Refugees are to be subjected to a regime of tyranny inside and outside the camps. “We do not want immigration into our social systems,” the plan states. “Our social benefits must not provide any incentive for immigration to Germany. That is why the issue of benefits in kind must be given priority over cash benefits.”
Point 39 seeks to extend the “duration of low-level benefits to … 36 months instead of the current 15 months,” and calls for “facilitating the inclusion of charitable work … to structure the daily routine.” This euphemistic language cannot obscure what is really meant—slave labor.
The call for mass deportations runs like a red thread throughout the document. “Those obliged to leave must leave our country in a timely manner,” says the section titled “Return.” It continues: “The number of those returning voluntarily and repatriations must be significantly increased.”
The preamble already formulates the following goal: “The promise must be fulfilled to consistently and permanently reduce the number of people fleeing to Germany and Europe and prevent any repetition of a situation like 2015.”
Point 59 calls for a “more practical design of deportation detention centres” as well as “ensuring the apprehension of those required to leave and the prevention of any evasion of the authorities by those facing imminent deportation.”
All “deportation and detention resources” would have to be used and the federal states “encouraged to establish sufficient detention places or deportation and repatriation custody.” It was important, the preamble adds, to create at airports “separate detention facilities… to facilitate collective deportations.”

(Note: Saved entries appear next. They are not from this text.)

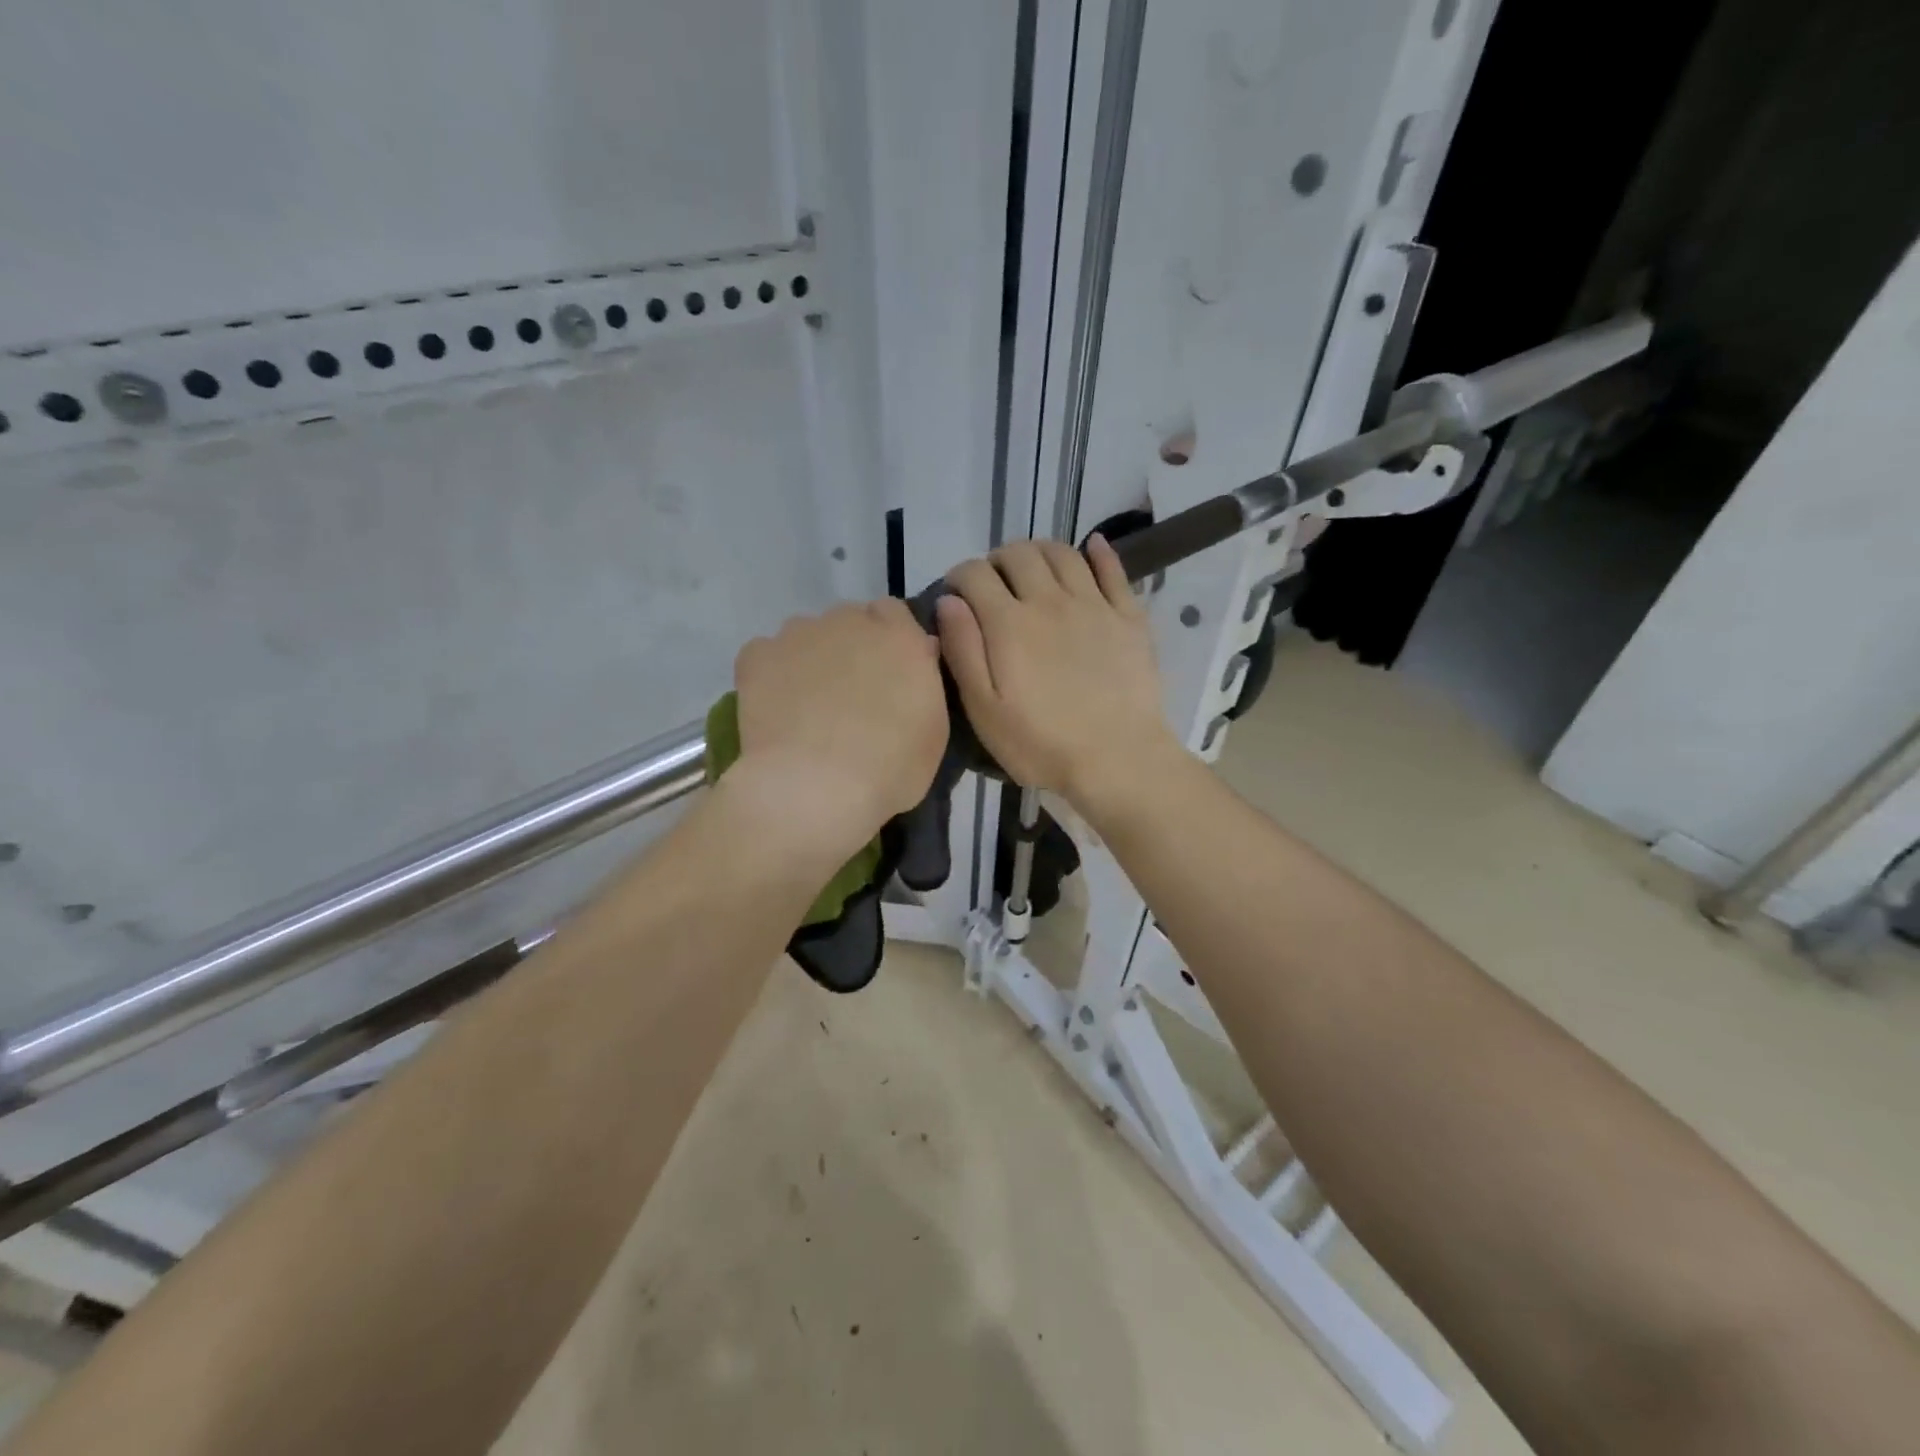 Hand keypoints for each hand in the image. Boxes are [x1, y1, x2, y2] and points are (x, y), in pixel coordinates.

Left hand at [732, 601, 947, 862]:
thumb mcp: (934, 732)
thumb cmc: (889, 769)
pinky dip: (772, 675)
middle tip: (851, 694)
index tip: (889, 673)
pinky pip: (767, 655)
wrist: (814, 788)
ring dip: (812, 658)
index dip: (890, 640)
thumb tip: (920, 654)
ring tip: (809, 707)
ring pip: (807, 635)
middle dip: (851, 647)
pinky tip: (776, 711)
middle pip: (850, 620)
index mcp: (899, 637)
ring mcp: (799, 634)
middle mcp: (849, 621)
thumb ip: (925, 682)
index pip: (894, 614)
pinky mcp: (758, 655)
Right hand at [936, 536, 1178, 811]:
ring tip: (1032, 568)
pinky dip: (1099, 552)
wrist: (1118, 759)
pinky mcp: (1128, 617)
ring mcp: (1094, 605)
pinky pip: (1114, 570)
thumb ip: (963, 651)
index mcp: (1009, 623)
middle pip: (1019, 554)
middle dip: (998, 560)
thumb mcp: (985, 710)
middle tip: (994, 584)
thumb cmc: (1042, 743)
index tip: (956, 594)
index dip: (959, 577)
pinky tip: (1092, 547)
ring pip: (1063, 554)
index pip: (975, 574)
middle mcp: (1049, 601)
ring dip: (1040, 551)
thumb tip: (948, 602) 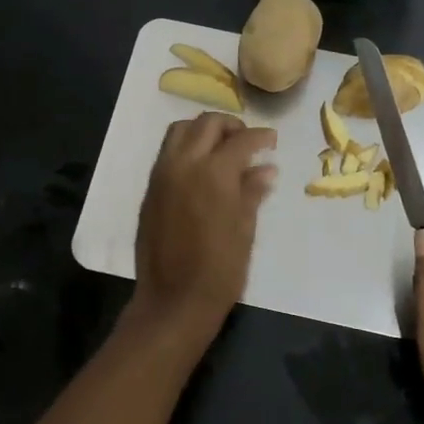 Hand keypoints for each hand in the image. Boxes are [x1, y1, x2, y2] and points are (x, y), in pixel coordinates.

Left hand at [129, 112, 277, 348]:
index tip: (272, 140)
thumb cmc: (220, 269)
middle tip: (247, 141)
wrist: (173, 300)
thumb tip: (266, 168)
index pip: (241, 140)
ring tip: (221, 147)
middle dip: (231, 125)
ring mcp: (162, 174)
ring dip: (203, 130)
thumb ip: (253, 191)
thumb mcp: (245, 229)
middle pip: (207, 123)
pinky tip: (201, 166)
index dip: (261, 136)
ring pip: (180, 130)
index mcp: (214, 173)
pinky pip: (167, 152)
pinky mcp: (150, 188)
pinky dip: (186, 146)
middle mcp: (184, 163) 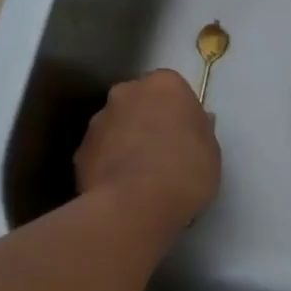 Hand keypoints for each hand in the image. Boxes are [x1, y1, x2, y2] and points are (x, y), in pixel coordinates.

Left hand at [74, 71, 220, 234]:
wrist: (135, 206)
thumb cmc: (186, 170)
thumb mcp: (211, 149)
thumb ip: (200, 129)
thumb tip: (195, 122)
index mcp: (164, 84)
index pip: (171, 87)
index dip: (177, 109)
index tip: (185, 132)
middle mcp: (126, 92)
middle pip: (138, 101)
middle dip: (147, 119)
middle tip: (163, 149)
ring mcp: (98, 121)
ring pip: (116, 125)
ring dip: (125, 140)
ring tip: (140, 175)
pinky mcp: (79, 151)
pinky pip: (100, 152)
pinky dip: (108, 164)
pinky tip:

The grand coalition’s Master Plan makes clear that the brutal crackdown on refugees is directed against the working class as a whole, with the aim of establishing a veritable surveillance and police state. The paper calls for the “strengthening and enhancing of international police cooperation” and the development of a “liaison officer network of the federal police in the countries of origin and transit.”
The building up of the state police apparatus at home is directly linked to a neo-colonial war policy abroad. A key aim is the “further development of civil UN and EU police missions in countries of origin and transit to stabilise the security situation in the affected states,” and the “creation of a pool of personnel to increase German participation in international police operations and thus facilitate deployments in foreign countries.”